Toy implementation of hybrid document fusion and multi-step retrieval for multi-modal RAG with images and text modalities. The implementation that is used is as follows:
- Indexing: For each image produce one or more representations (embeddings, captions, metadata). Two collections are used one for the images and one for the description of the image
- Multi-stage retrieval.
- Retrieve: Get the top K images and image descriptions i.e 2 DB queries
- Fuse: Merge candidate sets, normalize scores, compute fused score (weighted and RRF)
- Re-rank: Run cross-modal re-ranker (e.g., cross-encoder that takes query + image) over top N fused candidates; final ranking from re-rank or fused+rerank.
- Generate: top M candidates (images + captions + metadata) into context for the generator. If generator is text-only, supply captions & metadata; if multi-modal generator, feed images directly.

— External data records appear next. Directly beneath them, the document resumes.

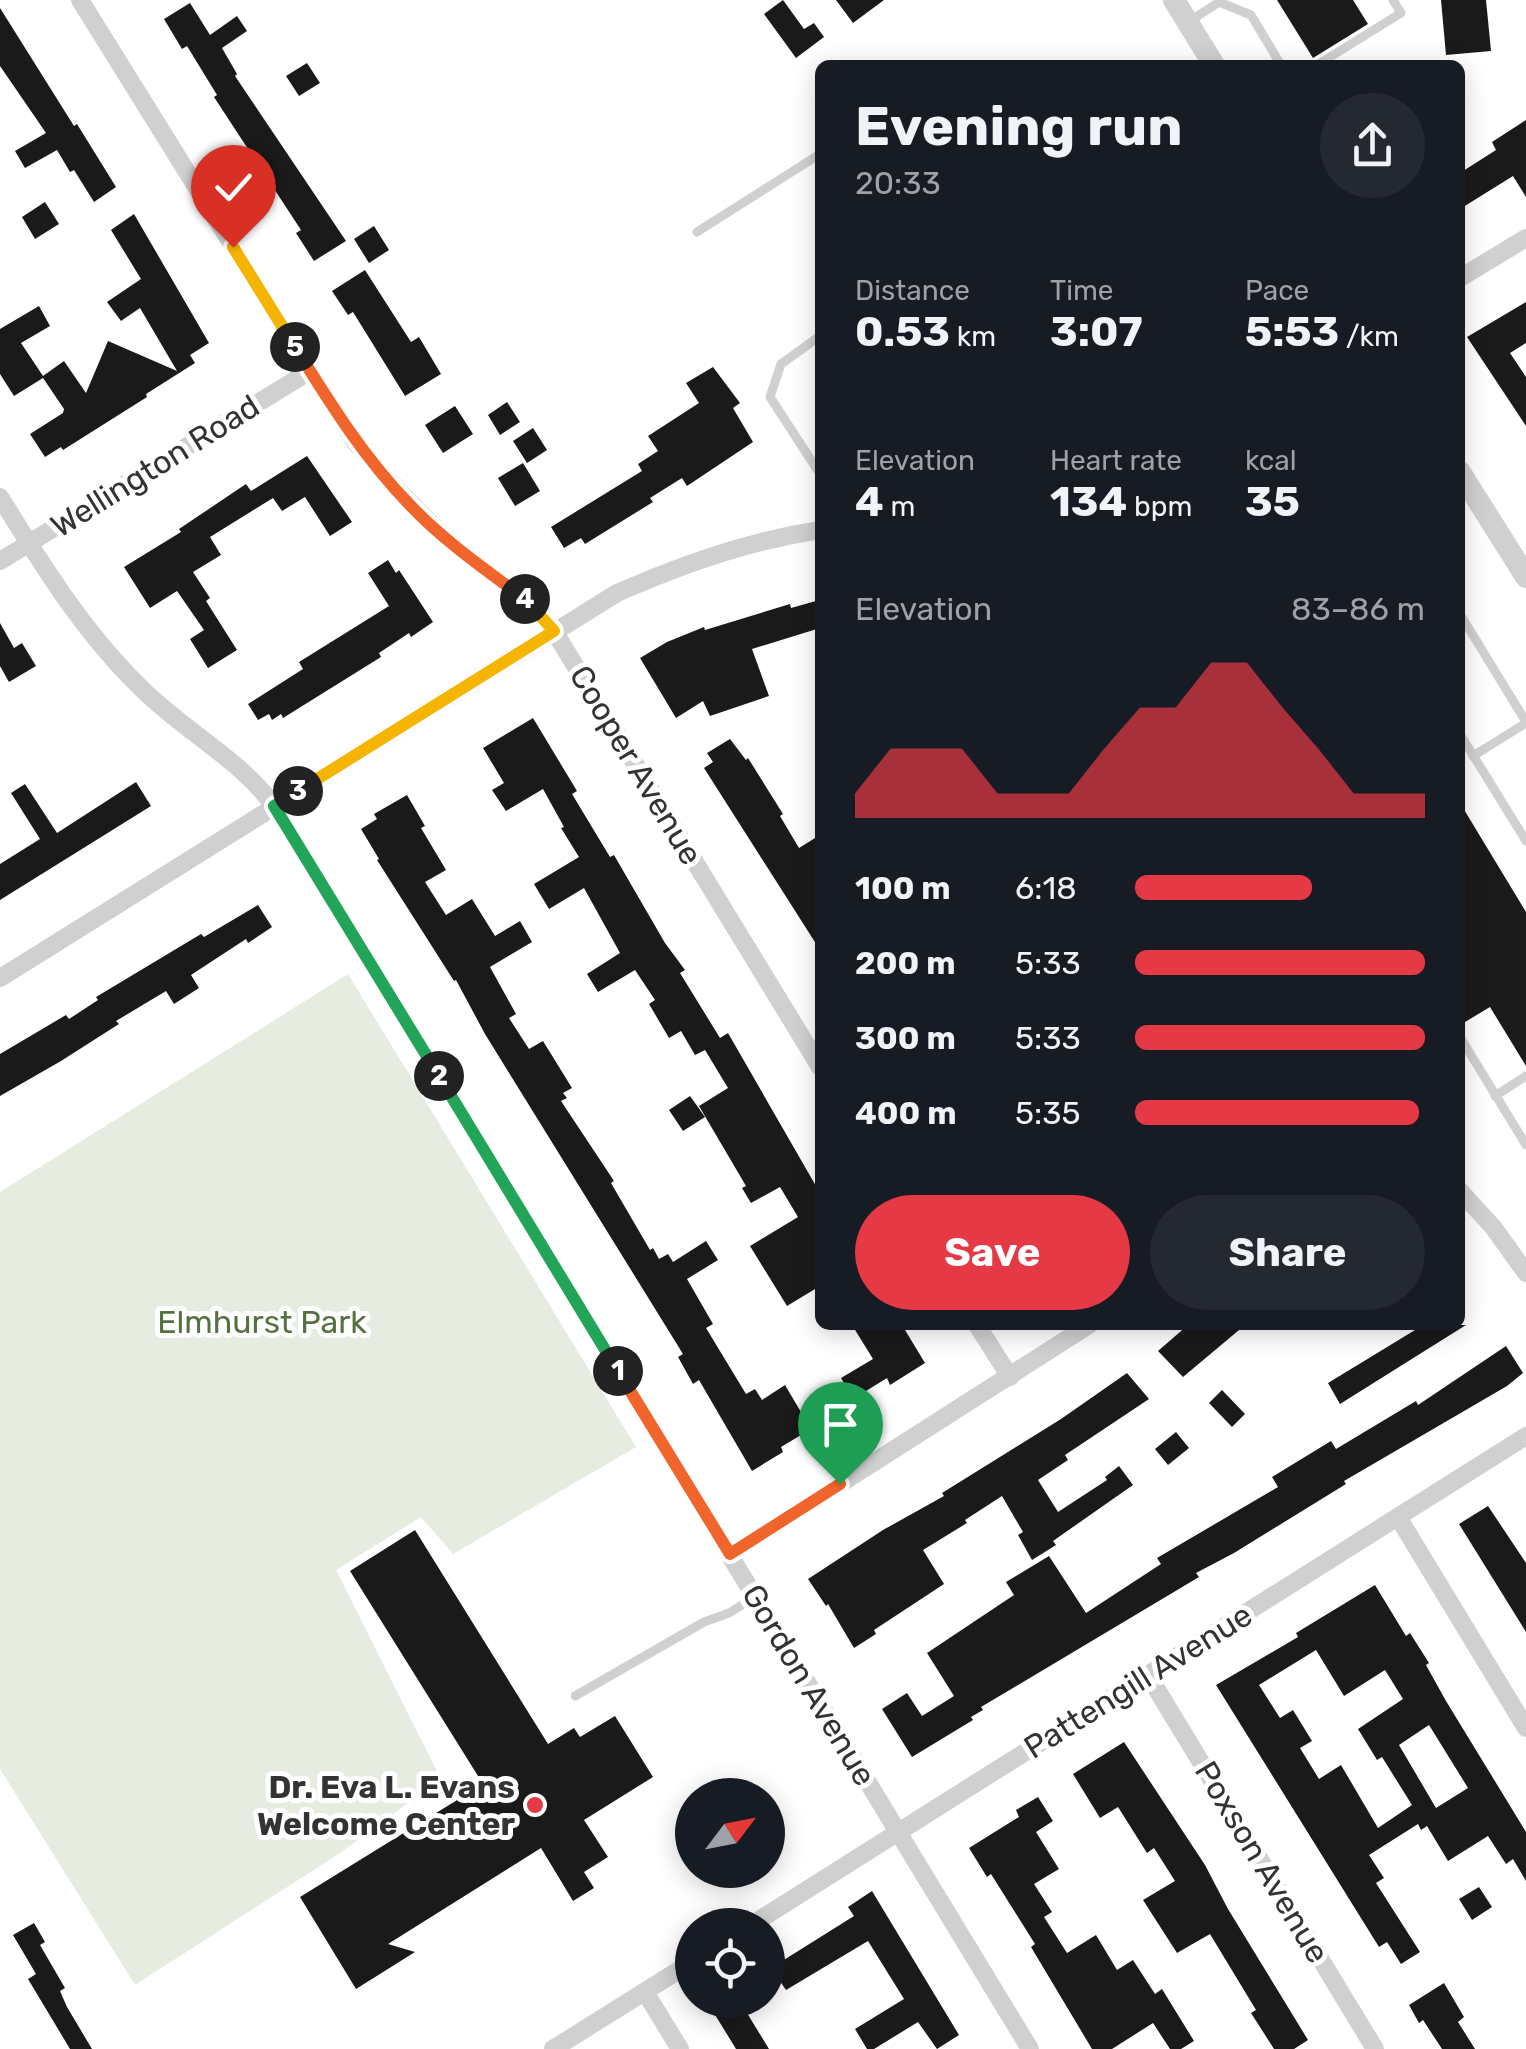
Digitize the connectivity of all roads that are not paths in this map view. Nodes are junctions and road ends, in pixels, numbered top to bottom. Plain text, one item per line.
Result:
1 (80, 0) edge
2 (1174, 0) edge
3 (1393, 0) edge
4 (1221, 1) edge
5 (1188, 22) junction
6 (1211, 60) edge
7 (1278, 60) edge
8 (1326, 60) edge
9 (815, 157) edge
10 (697, 232) dead end
11 (1526, 238) edge
12 (1465, 275) edge
13 (815, 340) edge
14 (310, 371) junction
15 (815, 466) edge
16 (1465, 480) edge
17 (0, 497) edge
18 (815, 531) edge
19 (29, 544) junction
20 (0, 561) edge
21 (1526, 577) edge
22 (1465, 622) edge
23 (554, 631) junction
24 (1526, 722) edge
25 (1465, 742) edge
26 (1473, 756) junction
27 (274, 806) junction
28 (1526, 841) edge
29 (0, 978) edge
30 (1465, 1045) edge
31 (815, 1059) edge
32 (1526, 1076) edge
33 (1496, 1096) junction
34 (1526, 1145) edge
35 (1465, 1196) edge
36 (1526, 1274) edge
37 (980, 1330) edge
38 (1082, 1330) edge
39 (1010, 1378) junction
40 (1526, 1436) edge
41 (1398, 1517) junction
42 (730, 1554) junction
43 (756, 1597) junction
44 (1148, 1675) junction
45 (575, 1696) dead end
46 (1526, 1728) edge
47 (898, 1831) junction
48 (778, 1908) edge
49 (675, 1973) edge
50 (645, 1992) junction
51 (553, 2049) edge
52 (680, 2049) edge
53 (1030, 2049) edge
54 (1376, 2049) edge

1 - 14 street, Cooper Avenue
2 - 5 street
3 - 8 lane
4 - 5 lane
4 - 7 lane
5 - 6 street
9 - 10 lane
11 - 12 street
13 - 15 lane
14 - 19 street, Wellington Road
14 - 23 street, Cooper Avenue
16 - 21 street
17 - 19 street, Gordon Avenue
18 - 23 street
19 - 20 street, Wellington Road
19 - 27 street, Gordon Avenue
22 - 24 lane
23 - 27 street
23 - 31 street, Cooper Avenue
24 - 26 lane
25 - 26 lane
26 - 28 lane
27 - 29 street
27 - 42 street, Gordon Avenue
30 - 33 lane
32 - 33 lane
33 - 34 lane
35 - 36 street
37 - 39 street
38 - 39 street
39 - 42 street
40 - 41 street, Pattengill Avenue
41 - 44 street, Pattengill Avenue
41 - 46 street
42 - 43 street, Gordon Avenue
43 - 45 lane
43 - 47 street, Gordon Avenue
44 - 47 street, Pattengill Avenue
44 - 54 street, Poxson Avenue
47 - 48 street, Pattengill Avenue
47 - 53 street, Gordon Avenue
49 - 50 street
50 - 51 street
50 - 52 street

There are various options for the retriever
- Visual dense retriever: CLIP (ViT-B/32 or ViT-L) embeddings stored in FAISS (HNSW/IVF+PQ for scale).
- Text retriever: BM25 (Elastic) or vector text search (Chroma/FAISS) on captions/tags.
- Optional geometric / local: ORB / SIFT + FLANN for near-duplicate or precise visual matches.
- Cross-modal re-ranker: A model that takes query (image or text) and each candidate image and returns a relevance score. Off-the-shelf: CLIP-Score, BLIP-2 cross encoder, or a small transformer fine-tuned for ranking.
Different retrievers produce incompatible scores; thus before fusion we need to normalize the results. Normalization options (per query over candidate set):
- Min-max:
s' = (s - min)/(max-min)
- Softmax:
s' = exp(s)/sum(exp(s))
(makes scores comparable as probabilities) - Rank normalization: convert to
1/(rank + k)
or scale ranks to[0,1]
Similarly, several options exist to fuse the results:
- Simple weighted fusion:
fused = w_vis * vis_score_norm + w_txt * txt_score_norm
- Reciprocal Rank Fusion (RRF) — robust, hyperparameter k (e.g., 60):
RRF_score = sum(1 / (k + rank_i))
for each retriever i - Learned fusion: Train a small model (logistic regression, LightGBM) on features:
- normalized scores, ranks, metadata features (age, popularity)
- optionally cross-encoder score if available during training
Label with human judgments / clicks.
Cross-encoder that consumes (query, candidate) pair and outputs a high-quality score. For images:
- Use BLIP-2 / Flamingo / a cross-attention image+text model — fine-tune for relevance.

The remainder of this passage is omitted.